The location of the announcement was definitely not lost on anyone in attendance, including Minister O’Brien, who has lived in Gander since the early ‘70s, and where he and his wife Rhonda raised three daughters.

“We’ve seen a heightened level of crime here in Gander over the last two months or so, and we want to send a clear message that those people aren’t welcome in our community…and neither are they welcome in any community in Newfoundland and Labrador,” said Minister O’Brien.

 “People are welcome as law-abiding citizens, but if they are going to bring an element of crime we don’t want in this province…we’re now here to combat that.”

Chief Johnston said he is more than pleased with the launch of the CFSEU-NL, and is expecting positive results from the joint task force.

“The Royal Canadian Mounted Police and the Royal Newfoundland Constabulary have a long history in working together, and the making of the CFSEU-NL and the investment of over a million dollars by our government has ensured significant resources will be available to conduct complex investigations into drug trafficking, internet child exploitation and organized crime,” said Chief Johnston. “Criminals involved in these illegal activities do not subscribe to police, provincial, national or international borders, and due to our new reality, police services such as the RCMP and RNC must, and I stress must, work in partnership.

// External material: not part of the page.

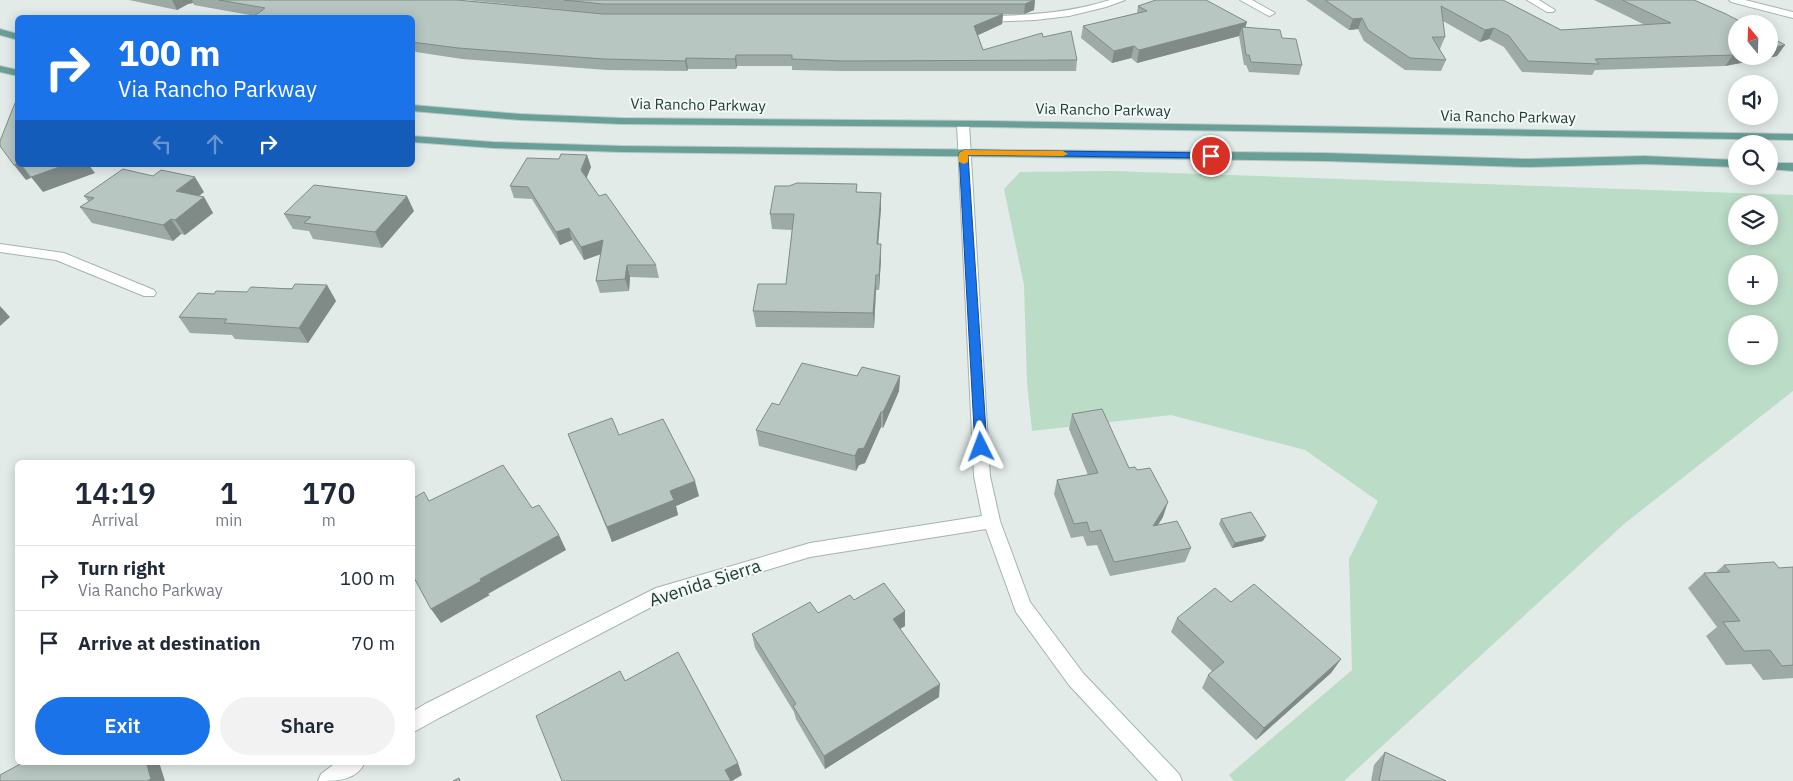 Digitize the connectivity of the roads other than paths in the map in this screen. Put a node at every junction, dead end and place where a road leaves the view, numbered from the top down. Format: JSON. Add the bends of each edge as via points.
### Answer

The CFSEU-NL is an important initiative that will help to successfully cut significant challenges we face in this province today and into the future.”  

A part of this success, according to CO Hardy, will be because of the dedication of those in the unit.

“The CFSEU-NL is a cohesive group of dedicated men and women from both the RNC and RCMP who will work tirelessly to ensure safer communities for Newfoundlanders and Labradorians,” she said. “This will be accomplished by disrupting serious and organized crime through investigative excellence and intelligence-led, integrated policing.”

While the CFSEU-NL was only just officially launched Wednesday, Superintendent Malone said it has already been, and is currently, involved in several investigations, including Operation Snapshot 2 in June. This investigation targeted those involved in child sexual abuse image networks in Atlantic Canada, and resulted in the arrest of 22 men on various pornography charges, including nine men in Newfoundland and Labrador.

“Newfoundland and Labrador is no different than any other province in Canada…with economic prosperity you get the good, bad and ugly, and unfortunately, we’ve been getting some of the ugly things as of late,” he said. “It’s our role to focus on that, as well as ensuring people aren’t living in fear of crime.”